Solving Inverse Problems for Electromagnetic Wave Propagation using MFEM

[cyasing]

I am trying to program for an inverse solver to reconstruct the region's permittivity using example 25 (electromagnetics) as the forward solver. To do that, I have a few questions:

1. To set up the correct system Ax=b, I need to evaluate the term: x^T M x, where M corresponds to the term \omega^2 * epsilon in the equation that the example solves. I also need to assemble matrices based on parts of M, like a matrix: [-Mi -Mr; Mr -Mi] (Mi and Mr are imaginary and real parts of the matrix M) for each element of the region. What would be a safe way of doing this evaluation? I found (Calculate x_e^T*A_e*x_e? #2238) that addresses this, but I would like to know if the custom matrix building has been improved since then.
2. I don't know how to construct the variable operator term: \omega^2 * epsilon E that updates each time with a new forward solve for reconstruction from an initial guess. I have set up a FunctionCoefficient for spatial change in permittivity, but I don't know how to update it with each iteration. More importantly, since I would need a spatial profile of the term as unknowns for the inverse problem, how I make sure I have values of all locations being updated at each iteration?
3. I am also wondering if I should just use MFEM to solve the inverse system, or should I use another library like dlib for the inverse optimization process. If I can just do it in MFEM, what types of solvers would be recommended for the inversion of the same system as in example 25? Are there suitable Conjugate Gradient and quasi-Newton solvers available in MFEM?
4. I found an earlier issue regarding setting up multiple RHS system (How to form a multiple right-hand side linear system. #3318), each corresponding to a singular source. Has that functionality improved or will I still need to solve for all sources in a for loop?

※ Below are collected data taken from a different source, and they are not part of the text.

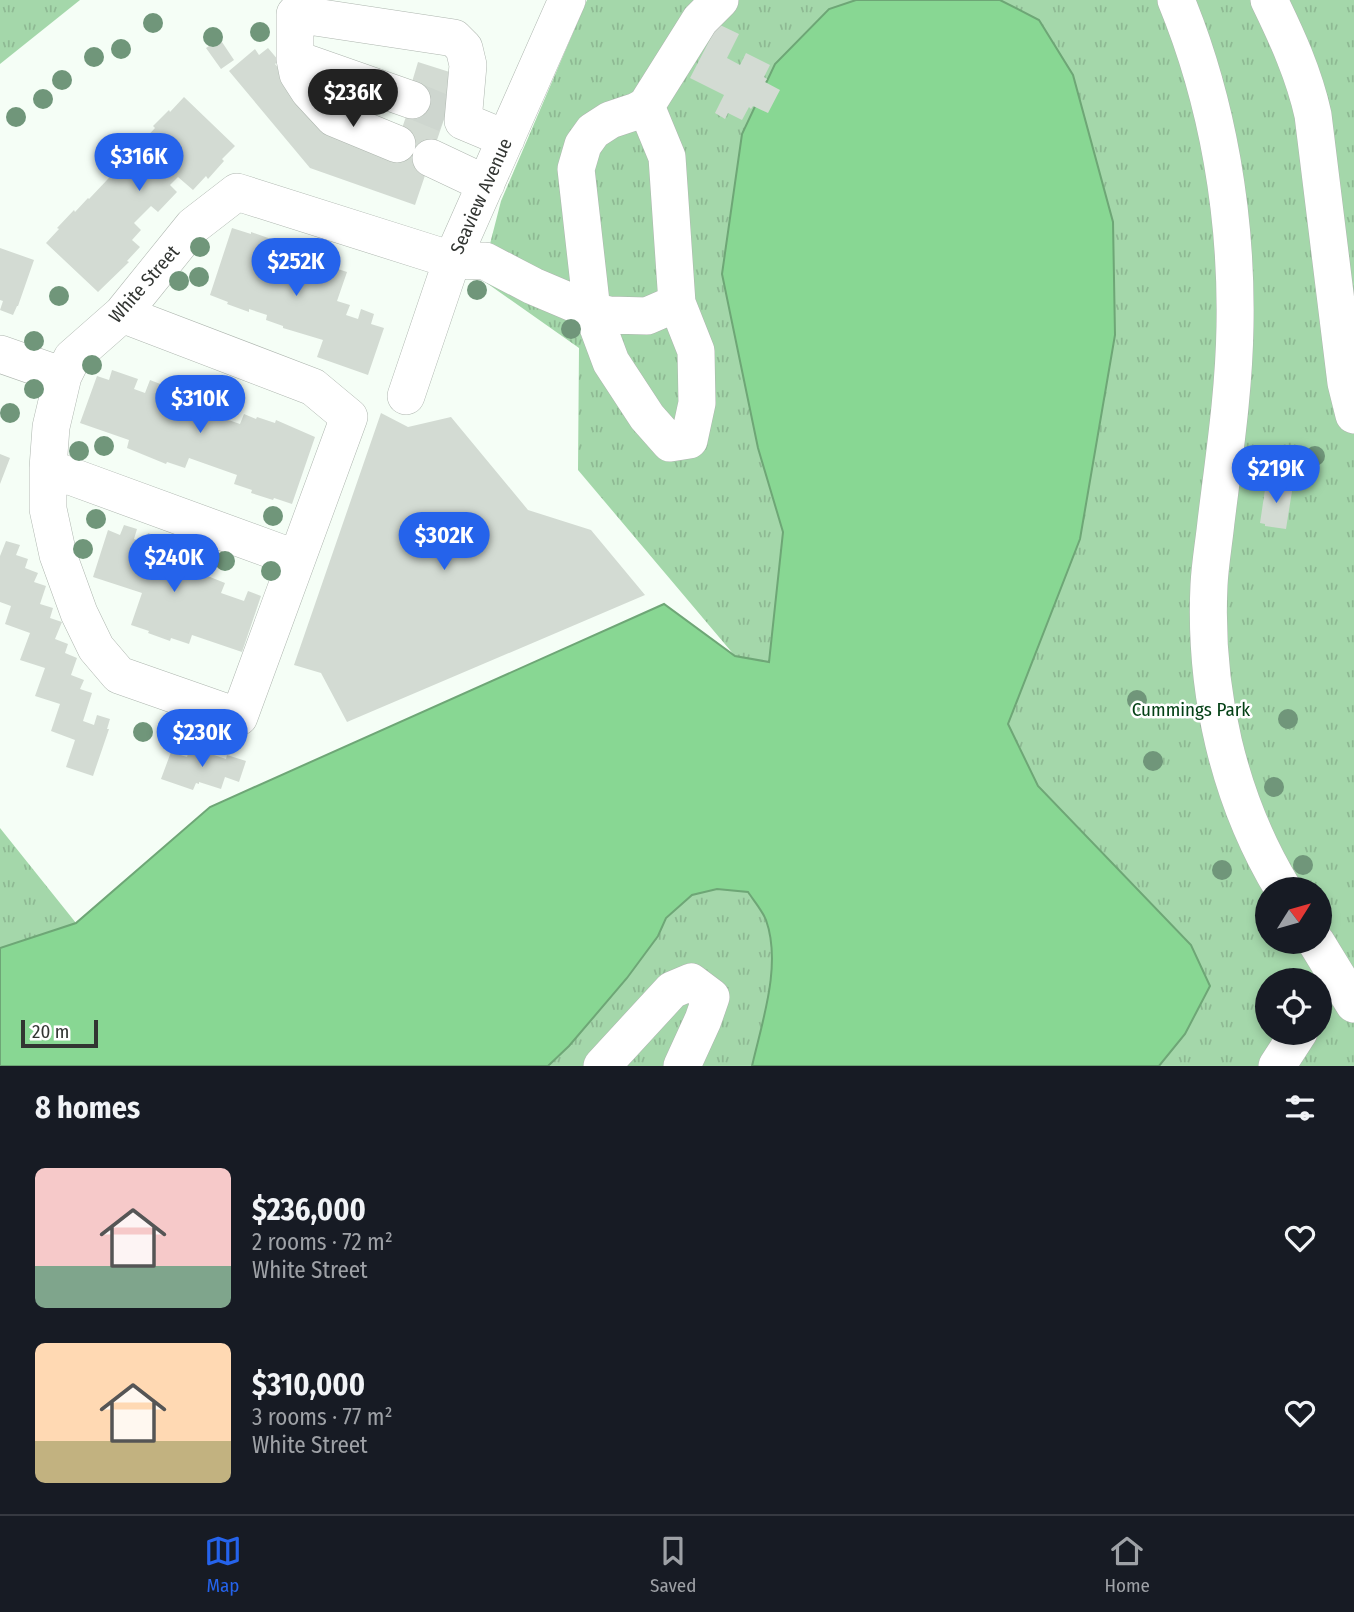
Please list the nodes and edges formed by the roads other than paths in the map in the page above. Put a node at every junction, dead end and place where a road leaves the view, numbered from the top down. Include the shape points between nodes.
1 (567, 0) edge
2 (720, 0) edge
3 (1176, 0) edge
4 (1269, 0) edge
5 (295, 59) junction
6 (412, 100) tunnel mouth
7 (646, 106) junction
8 (506, 139) junction
9 (397, 144) dead end
10 (431, 158) dead end
11 (486, 184) junction
12 (452, 260) junction
13 (677, 303) junction
14 (592, 311) junction
15 (122, 314) junction
16 (0, 354) edge
17 (63, 376) junction
18 (406, 396) dead end
19 (1354, 415) edge
20 (48, 468) junction
21 (297, 559) junction
22 (1277, 877) edge
23 (1321, 954) edge
24 (1337, 993) edge
25 (1291, 1045) edge
26 (602, 1066) edge
27 (682, 1066) edge
28 (1277, 1066) edge

1 - 8 street, Seaview Avenue
2 - 7 street via 700,20
3 - 22 street via 1219,144 1235,267 1231,396 1209,583 1212,684 1241,801
4 - 19 street via 1298,63 1310,103
5 - 6 street
5 - 8 street via 295,14 454,38 464,48 468,65 455,117
5 - 9 street via 309,91 334,118
7 - 13 street via 667,156
7 - 14 street via 593,131 579,157 576,169
8 - 11 street, Seaview Avenue
10 - 11 street
11 - 12 street, Seaview Avenue
12 - 14 street via 485,261
12 - 15 street, White Street via 237,192 193,226
12 - 18 street, Seaview Avenue
13 - 14 street via 648,316
13 - 14 street via 696,351 697,403 689,440 670,443 611,362
15 - 17 street, White Street via 72,358
15 - 21 street via 313,387 349,417
16 - 17 street
17 - 20 street, White Street via 51,427
20 - 21 street
20 - 21 street, White Street via 48,509 58,555 96,648 119,675 239,717
23 - 24 street
25 - 28 street
26 - 27 street via 672,990 691,982 711,997

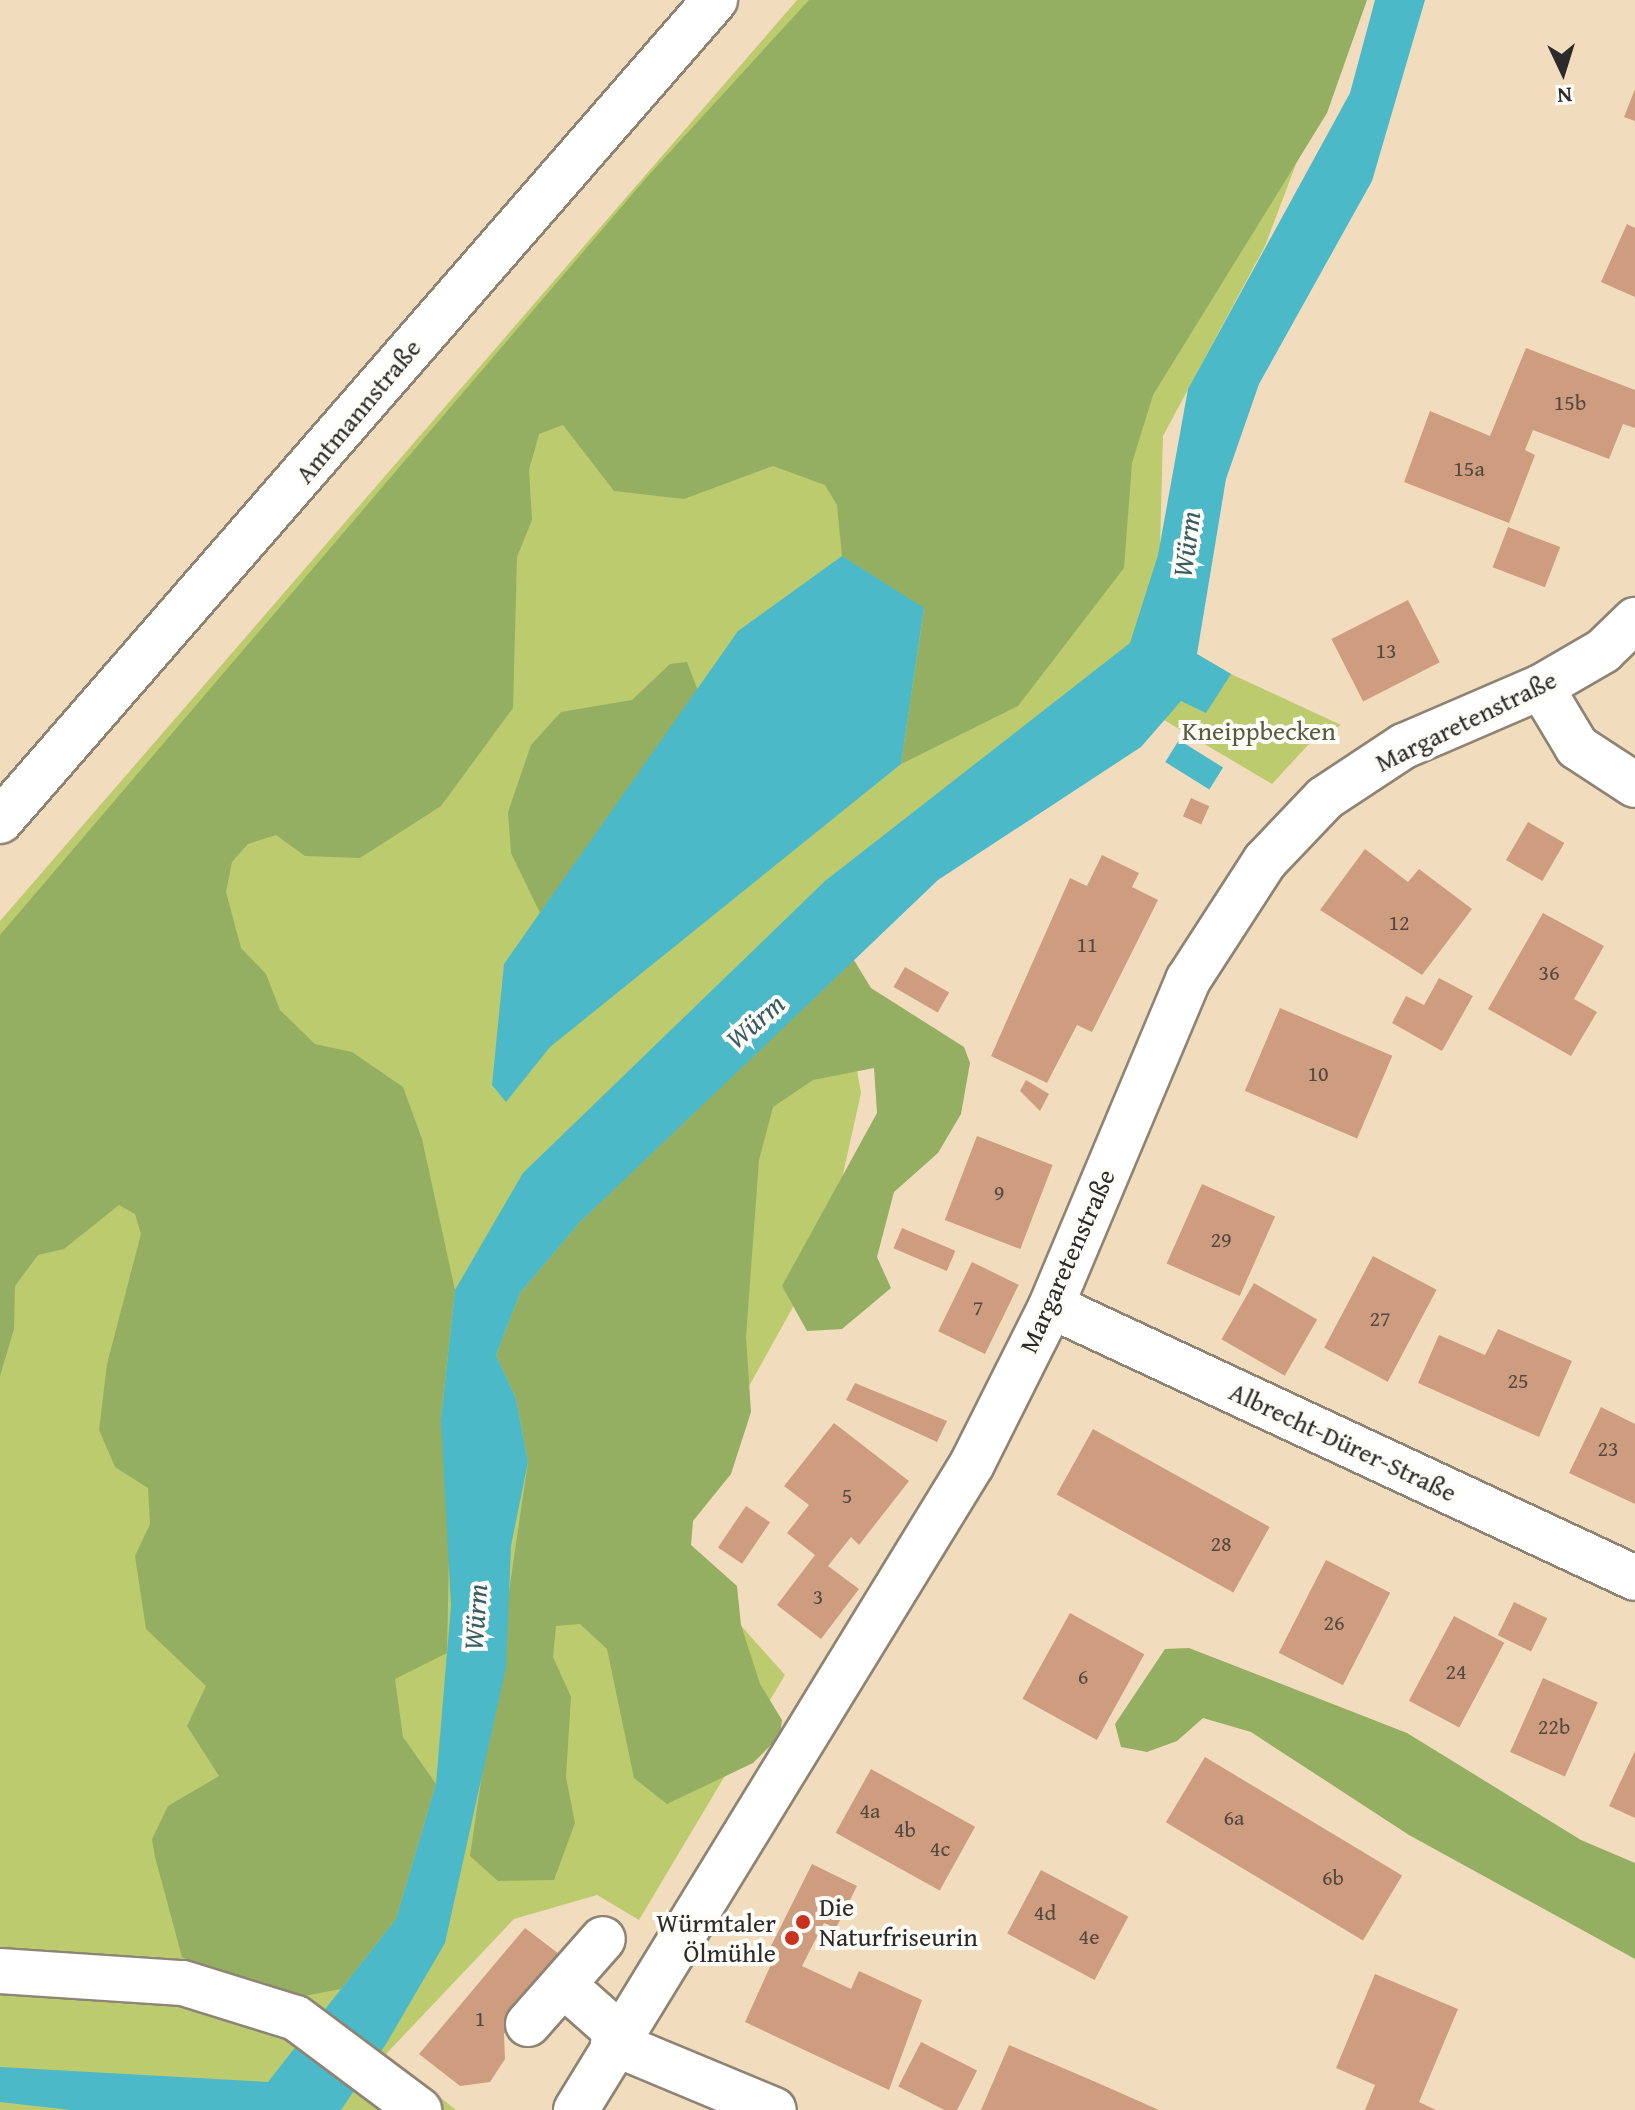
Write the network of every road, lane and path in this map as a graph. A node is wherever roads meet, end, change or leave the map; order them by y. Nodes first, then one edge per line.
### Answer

I realise this is quite a lot of points, and I can only say I will be really grateful if anyone can answer these doubts as soon as they can, even one at a time would be really valuable.

[DylanPrinsloo]

To my knowledge, there is no Quasi-Newton solvers which are readily available in MFEM. Id use a reference manual or a prescribed text from a possible research institution.

I'm interest to see the solution, so do feel free to keep me/ us updated!

[cyasing]

Alright, I will discuss any solutions that will be successful.